Last Sunday saw Business Secretary Vince Cable announce that he and Deputy Prime minister Nick Clegg no longer support the privatisation of student debt. The sale of the student loan book was projected to bring £2.3 billion into the Treasury between 2015 and 2020.

In the run up to the 2015 election, Cherwell sought to find out students’ thoughts on the issue. In a survey of 75 Oxford students, Cherwell asked participants about their awareness of the government’s plans, their views on the plans, and the importance of the ownership of student debt.

Results showed that only 10.7% of those asked were in favour of selling off the debt, with 89.3% against. This was despite the fact that only 58.7% of particpants admitted to knowing about the government’s plans.

81.3% of Oxford students subsequently claimed that ownership of the student debt was an important issue for them.



Despite not attracting the same amount of attention as the trebling of tuition fees, the proposals have nonetheless met significant opposition from some students. James Elliott, who successfully proposed a motion to oppose the sale of the student loan book at OUSU Council in Hilary term, told Cherwell upon hearing the news that, “This policy change hasn’t come around because Vince Cable is a nice bloke. Students secured this win because we organised and fought, even occupying Cable’s constituency office. In Oxford, I was elected to the NUS on a platform of stopping this and our motion there was a small part of building against it. It is a nice reminder that protest and organising works. Next we need to fight to abolish fees, cuts and debt in education.”


Nevertheless, a significant minority of students were unaware of the sale. Harry Bush, a first year chemist at Merton, commented, “Being perfectly honest, I had no idea of the government’s plans to sell off student loans. However, to me, changing their minds so often seems like another concrete case of the coalition crumbling. The important thing to me is that the students that require the money are getting it, and as long as that is at the forefront of the reversal of the decision then so be it.”

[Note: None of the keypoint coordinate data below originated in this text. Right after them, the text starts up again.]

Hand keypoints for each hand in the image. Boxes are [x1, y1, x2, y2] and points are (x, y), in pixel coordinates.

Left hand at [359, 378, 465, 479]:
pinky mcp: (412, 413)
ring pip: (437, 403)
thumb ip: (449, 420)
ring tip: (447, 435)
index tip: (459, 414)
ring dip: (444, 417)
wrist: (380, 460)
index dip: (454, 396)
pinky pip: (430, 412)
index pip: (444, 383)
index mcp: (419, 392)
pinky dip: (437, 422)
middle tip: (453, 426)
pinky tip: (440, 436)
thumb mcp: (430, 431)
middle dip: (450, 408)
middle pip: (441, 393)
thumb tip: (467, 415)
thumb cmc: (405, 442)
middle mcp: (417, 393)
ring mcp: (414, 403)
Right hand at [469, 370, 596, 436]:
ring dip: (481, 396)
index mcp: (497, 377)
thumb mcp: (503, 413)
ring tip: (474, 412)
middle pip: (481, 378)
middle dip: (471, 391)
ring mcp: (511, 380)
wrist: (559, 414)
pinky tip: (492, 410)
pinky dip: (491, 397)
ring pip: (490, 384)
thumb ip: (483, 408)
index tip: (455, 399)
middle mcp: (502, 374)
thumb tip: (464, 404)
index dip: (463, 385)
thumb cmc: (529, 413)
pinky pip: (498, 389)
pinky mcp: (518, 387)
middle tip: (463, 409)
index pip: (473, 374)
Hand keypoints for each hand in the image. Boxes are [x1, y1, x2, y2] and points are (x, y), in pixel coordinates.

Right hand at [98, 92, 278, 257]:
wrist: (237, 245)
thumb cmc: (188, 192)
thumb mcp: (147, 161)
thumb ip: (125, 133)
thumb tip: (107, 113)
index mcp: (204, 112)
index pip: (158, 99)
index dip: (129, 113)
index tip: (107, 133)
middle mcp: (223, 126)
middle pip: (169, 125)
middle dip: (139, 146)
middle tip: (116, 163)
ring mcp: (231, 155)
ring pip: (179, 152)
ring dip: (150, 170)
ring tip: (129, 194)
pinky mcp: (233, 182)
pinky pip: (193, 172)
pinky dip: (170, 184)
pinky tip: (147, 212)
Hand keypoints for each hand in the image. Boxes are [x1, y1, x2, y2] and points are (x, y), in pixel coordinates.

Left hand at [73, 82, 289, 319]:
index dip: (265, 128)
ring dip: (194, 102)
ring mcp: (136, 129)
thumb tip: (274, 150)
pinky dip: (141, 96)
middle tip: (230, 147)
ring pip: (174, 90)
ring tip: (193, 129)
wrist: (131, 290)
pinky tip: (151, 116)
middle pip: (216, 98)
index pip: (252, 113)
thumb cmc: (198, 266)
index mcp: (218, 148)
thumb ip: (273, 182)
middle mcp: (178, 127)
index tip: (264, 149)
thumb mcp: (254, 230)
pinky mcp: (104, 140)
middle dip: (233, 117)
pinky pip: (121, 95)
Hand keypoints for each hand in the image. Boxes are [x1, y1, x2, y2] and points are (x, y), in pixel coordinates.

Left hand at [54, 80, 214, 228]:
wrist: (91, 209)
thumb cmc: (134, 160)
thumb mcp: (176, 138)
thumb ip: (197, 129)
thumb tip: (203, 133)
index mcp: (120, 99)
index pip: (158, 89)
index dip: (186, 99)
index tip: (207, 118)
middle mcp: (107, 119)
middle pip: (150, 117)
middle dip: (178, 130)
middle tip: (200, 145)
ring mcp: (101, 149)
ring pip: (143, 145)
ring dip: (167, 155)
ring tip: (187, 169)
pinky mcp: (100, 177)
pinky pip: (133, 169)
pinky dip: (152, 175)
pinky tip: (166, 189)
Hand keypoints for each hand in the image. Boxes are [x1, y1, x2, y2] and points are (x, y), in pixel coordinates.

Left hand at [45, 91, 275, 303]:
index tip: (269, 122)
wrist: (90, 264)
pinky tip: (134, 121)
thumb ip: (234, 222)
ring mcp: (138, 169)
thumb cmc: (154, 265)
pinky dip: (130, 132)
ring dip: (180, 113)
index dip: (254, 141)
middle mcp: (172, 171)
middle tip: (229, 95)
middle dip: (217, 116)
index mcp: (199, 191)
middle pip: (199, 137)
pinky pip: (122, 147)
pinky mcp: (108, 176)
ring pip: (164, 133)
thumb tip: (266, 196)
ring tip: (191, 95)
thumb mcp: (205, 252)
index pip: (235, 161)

OUSU Vice President for Academic Affairs James Blythe shared his views in the light of the Liberal Democrat leadership’s announcement:

Theodora Dickinson, Chair of Oxford and Abingdon Conservative Future, spoke otherwise about the decision though, telling Cherwell, “Vince Cable has once again proved that the Liberal Democrats are incapable of sticking to a single policy, and are incapable of being trusted. This is clearly a calculated move to attempt to regain the student vote lost after Nick Clegg’s broken promise on tuition fees, and I hope that students see it as such. The taxpayer is currently losing forty percent of money lent through the scheme, so it is clearly imperative that something changes. The Conservative Party remains committed to cutting taxes, and therefore oppose Labour’s proposed Graduate Tax, a policy which would in effect act retroactively on existing debtors.”

Cable announced that his party no longer supported the sale of student loan debt, on the basis that it would not be effective in reducing government debt, at the Social Liberal Forum, an internal pressure group within the Liberal Democrats.

The party had initially supported the sale as part of a wider programme of privatising state assets, including Royal Mail, in order to increase government income.  Their Conservative coalition partners have yet to publically comment on the matter, suggesting that they continue to support the sale.